An Interview with K-Ming Chang, 2025 Carol Shields Banff Centre Scholarship and Residency Recipient
“My time at Banff was truly transformative and life-changing; the writers and mentors I met continue to inspire me every day.”
K-Ming Chang is the 2025 recipient of he Carol Shields Prize Foundation Scholarship and Residency at Banff Centre. We asked K-Ming some questions after her life-changing experience at the residency. Learn more about the scholarship and previous recipients on our programs page.
The Carol Shields Prize for Fiction (CSPF): Can you tell us anything about what you’re working on at the moment?
K-Ming Chang: I’m currently working on revising a novel titled Needlemouth, which I consider my first foray into the horror genre (though I’ve definitely written horror in the past, this book is in direct conversation with many works of horror I love and admire), and I’m also currently drafting a novel about childhood best friends, one of whom is a cannibal, and the patriarchal cycles that they must decide whether to perpetuate or destroy.
CSPF: What are the major themes or ideas that your work contemplates?
K-Ming: I’m deeply interested in systemic cycles of trauma and whether it is ever possible to escape them or transform them, and I’m also interested in questions of refusal: is it possible to refuse what you’ve inherited? To wield it in a new way? Is it possible to refuse being consumed? To refuse your own future? To refuse your own present? I’m also interested in the eternal horizon of queerness, how it asserts itself in the present and how it summons us from the future. My work is also always interested in matriarchal lineages, relationships between women (whether familial, romantic, or platonic), and whether it is possible for women to save each other.
CSPF: What was the residency at Banff like for you? How has it supported your practice / the development of your craft?
K-Ming: My time at Banff was truly transformative and life-changing; the writers and mentors I met continue to inspire me every day, and I am so grateful to have gotten to share space with such brilliantly wild and unleashed imaginations. Everyone was extraordinarily generous and excited to have conversations, to deepen our ideas and our work and our love for the work. It truly felt like the possibilities were boundless and expansive, and it was especially meaningful and memorable to hear other residents read their work aloud. I have never felt more energized, inspired, and delightfully disturbed. Horror writers truly are the horizon.
CSPF: Who are the women and non-binary writers who have shaped your work? Or influenced your career?
K-Ming: There are so many! But some of the writers I was thinking of constantly at my residency include Marilyn Chin, Mariana Enriquez, Bae Suah, Qiu Miaojin, María Fernanda Ampuero, Trifonia Melibea Obono, Venita Blackburn, Vi Khi Nao, Helen Oyeyemi, and so many others. They have all shown me what is possible in the narrative form, and they all have a limitlessness to their language and storytelling that inspires me to be braver, more committed, more curious, more whimsical, more polyphonic. And maybe weirder...
CSPF: What is the importance of supporting women and non-binary writers?

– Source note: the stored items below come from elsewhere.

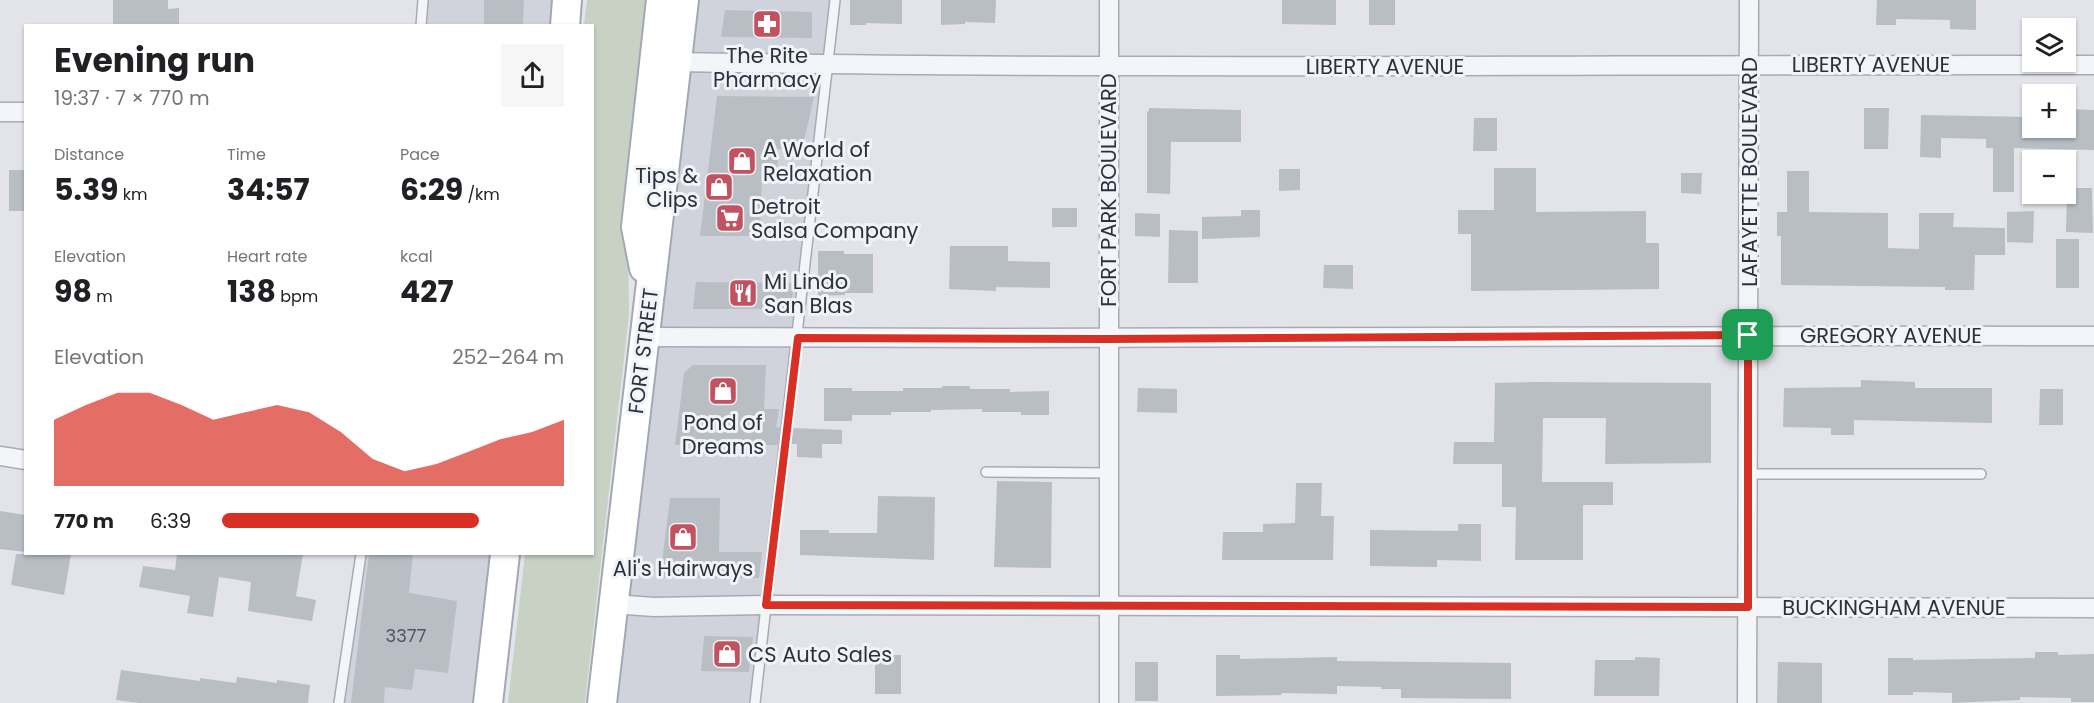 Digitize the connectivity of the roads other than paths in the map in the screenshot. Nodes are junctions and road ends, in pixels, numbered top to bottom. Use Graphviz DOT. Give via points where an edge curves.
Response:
graph roads {
  1 [pos="423,0"];
  2 [pos="567,0"];
  3 [pos="661,0"];
  4 [pos="684,0"];
  5 [pos="835,0"];
  6 [pos="1109,0"];
  7 [pos="1749,0"];
  8 [pos="421,24"];
  9 [pos="565,24"];
  10 [pos="675,62"];
  11 [pos="1749,64"];
  12 [pos="828,65"];
  13 [pos="2094,65"];
  14 [pos="1108,67"];
  15 [pos="0,112"];
  16 [pos="24,112"];
  17 [pos="650,287"];
  18 [pos="1748,335"];
  19 [pos="2094,336"];
  20 [pos="645,337"];
  21 [pos="798,338"];
  22 [pos="1108,339"];
  23 [pos="0,456"];
  24 [pos="24,460"];
  25 [pos="986,472"];
  26 [pos="1109,473"];
  27 [pos="1748,474"];
  28 [pos="1981,474"];
  29 [pos="361,555"];
  30 [pos="505,555"];
  31 [pos="614,604"];
  32 [pos="766,605"];
  33 [pos="1109,605"];
  34 [pos="1748,607"];
  35 [pos="2094,608"];
  36 [pos="339,703"];
  37 [pos="488,703"];
  38 [pos="602,703"];
  39 [pos="755,703"];
  40 [pos="1109,703"];
  41 [pos="1747,703"];
  1 -- 8 [label="lane"];
  2 -- 9 [label="main road"];
  3 -- 17 [label="main road" via="636,227"];
  4 -- 10 [label="main road, FORT STREET"];
  5 -- 12 [label="lane"];
  6 -- 14 [label="street, FORT PARK BOULEVARD"];
  7 -- 11 [label="street, LAFAYETTE BOULEVARD"];
  10 -- 12 [label="street, LIBERTY AVENUE"];
  10 -- 17 [label="main road, FORT STREET"];
  11 -- 13 [label="street, LIBERTY AVENUE"];
  11 -- 14 [label="street, LIBERTY AVENUE"];
  11 -- 18 [label="street, LAFAYETTE BOULEVARD"];
  12 -- 14 [label="street, LIBERTY AVENUE"];
  12 -- 21 [label="lane"];
  14 -- 22 [label="street, FORT PARK BOULEVARD"];
  15 -- 16 [label="street"];
  17 -- 20 [label="main road, FORT STREET"];
  18 -- 19 [label="street, GREGORY AVENUE"];
  18 -- 22 [label="street, GREGORY AVENUE"];
  18 -- 27 [label="street, LAFAYETTE BOULEVARD"];
  20 -- 21 [label="street, GREGORY AVENUE"];
  20 -- 31 [label="main road, FORT STREET"];
  21 -- 22 [label="street, GREGORY AVENUE"];
  21 -- 32 [label="lane"];
  22 -- 26 [label="street, FORT PARK BOULEVARD"];
  23 -- 24 [label="street"];
  25 -- 26 [label="lane"];
  26 -- 33 [label="street, FORT PARK BOULEVARD"];
  27 -- 28 [label="lane"];
  27 -- 34 [label="street, LAFAYETTE BOULEVARD"];
  29 -- 36 [label="lane"];
  30 -- 37 [label="main road"];
  31 -- 32 [label="street, BUCKINGHAM AVENUE"];
  31 -- 38 [label="main road, FORT STREET"];
  32 -- 33 [label="street, BUCKINGHAM AVENUE"];
  32 -- 39 [label="lane"];
  33 -- 34 [label="street, BUCKINGHAM AVENUE"];
  33 -- 40 [label="street, FORT PARK BOULEVARD"];
  34 -- 35 [label="street, BUCKINGHAM AVENUE"];
  34 -- 41 [label="street, LAFAYETTE BOULEVARD"];
} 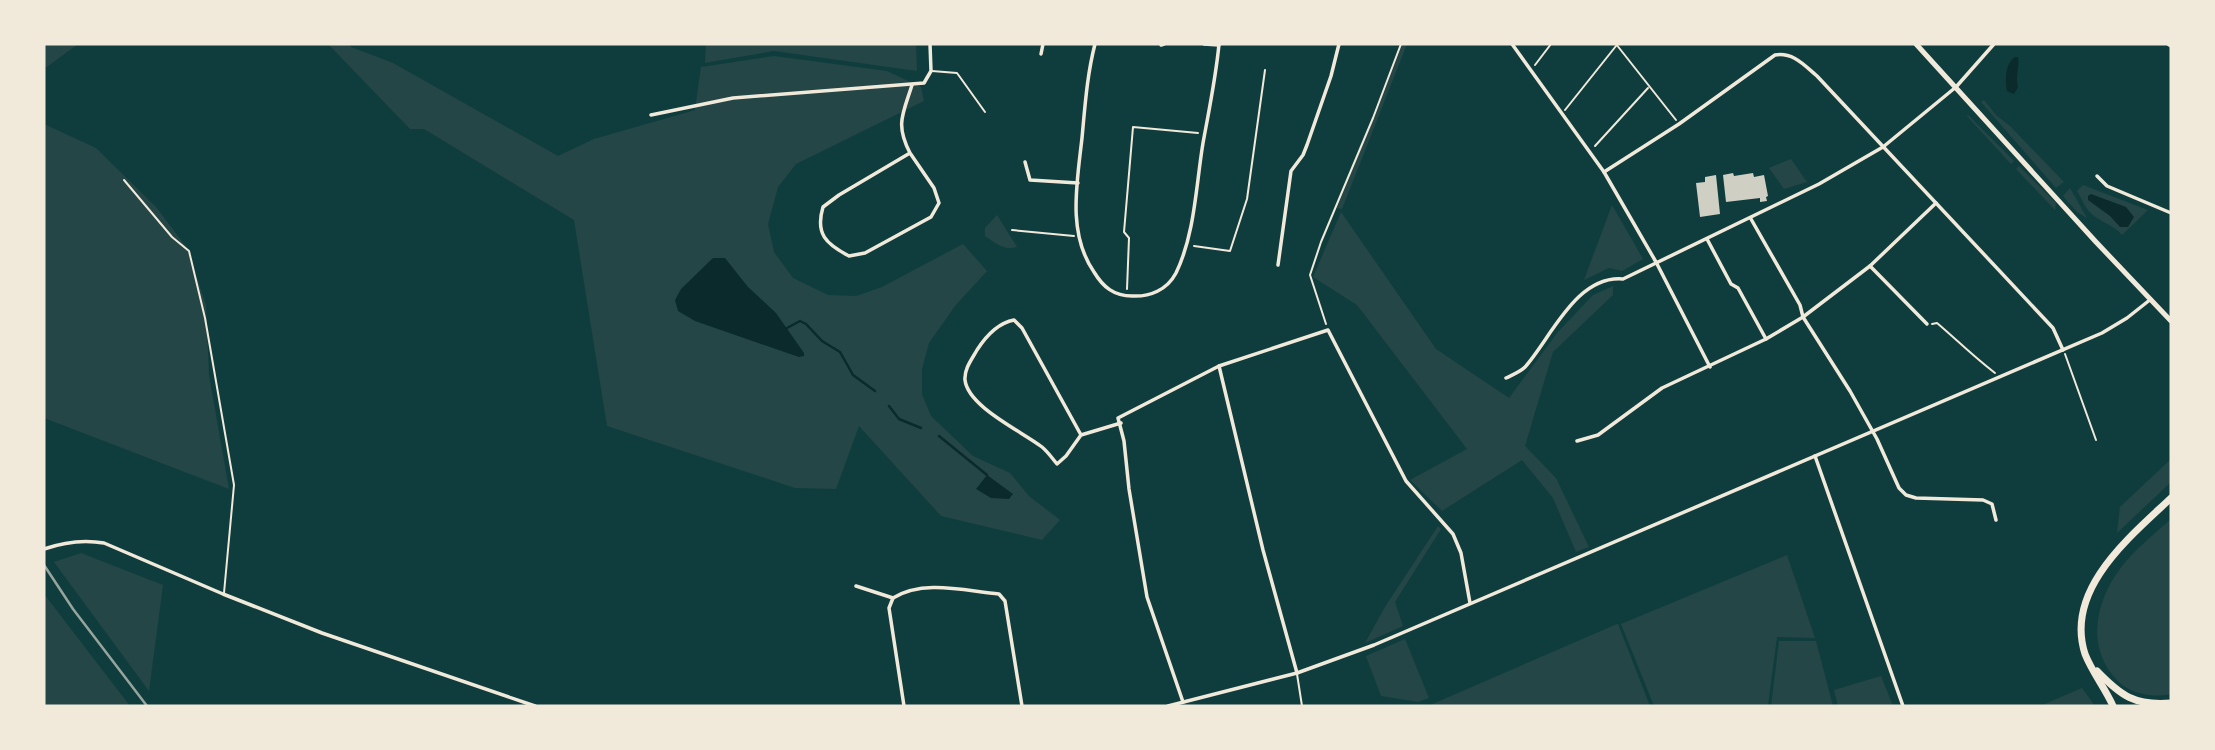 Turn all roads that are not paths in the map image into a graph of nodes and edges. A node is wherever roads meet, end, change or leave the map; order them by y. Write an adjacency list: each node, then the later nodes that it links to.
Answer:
1 (930, 44): 11 (street)
2 (1042, 44): 10 (street)
3 (1095, 44): 22 (street)
4 (1205, 44): 5 (street)
5 (1219, 44): 22 (street)
6 (1339, 44): 28 (street)
7 (1512, 44): 19 (street)
8 (1916, 44): 13 (main road)
9 (1994, 44): 13 (street)
10 (1041, 54)
11 (931, 71): 12 (street); 14 (lane)
12 (912, 85): 15 (street); 17 (street)
13 (1956, 87): 16 (street); 30 (main road)
14 (985, 111)
15 (651, 115)
16 (1882, 147): 19 (street); 23 (street); 25 (street)
17 (910, 153): 17 (street)
18 (1025, 162): 22 (street)
19 (1604, 172): 27 (street)
20 (2097, 176): 24 (street)
21 (124, 180): 48 (lane)
22 (1077, 183)
23 (1936, 203): 29 (street); 35 (street)
24 (2171, 213)
25 (1751, 218): 26 (street); 31 (street)
26 (1707, 238): 27 (street); 34 (street)
27 (1656, 262): 37 (street); 38 (street)
28 (1278, 265)
29 (1870, 267): 31 (street); 33 (street)
30 (2151, 299): 32 (main road); 35 (street)
31 (1803, 317): 34 (street); 40 (street)
32 (2171, 321)
33 (1927, 324)
34 (1766, 340): 37 (street)
35 (2063, 350): 40 (street)
36 (1219, 366): 39 (street); 50 (street); 52 (street)
37 (1710, 367): 42 (street)
38 (1506, 378)
39 (1120, 420): 41 (street); 53 (street)
40 (1870, 431): 43 (street); 45 (street)
41 (1081, 435): 41 (street)
42 (1577, 441)
43 (1815, 456): 50 (street); 60 (street)
44 (2171, 498): 51 (highway)
45 (1996, 520)
46 (44, 549): 48 (street)
47 (856, 586): 49 (street)
48 (223, 594): 55 (street)
49 (893, 598): 56 (street); 57 (street)
50 (1470, 603): 52 (street)
51 (2089, 663): 54 (highway); 61 (highway)
52 (1297, 673): 53 (street); 59 (lane)
53 (1183, 702): 58 (street)
54 (2171, 703)
55 (535, 706)
56 (904, 706)
57 (1022, 706)
58 (1168, 706)
59 (1302, 706)
60 (1903, 706)
61 (2113, 706)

K-Ming: So incredibly important, now and forever and always! I’m often confronted by the extreme contrast between the worlds I am writing toward and the world I write in; I think a lot about Ursula K. Le Guin’s quote about escapism, and how escape is always in the direction of freedom. A better world cannot come soon enough, and I think that the material ways we support women and non-binary writers make our writing and our lives possible, and can remind us that it’s never too late to make another world. I think these forms of support can be an act of hope, a way of keeping our collective hope and desires alive.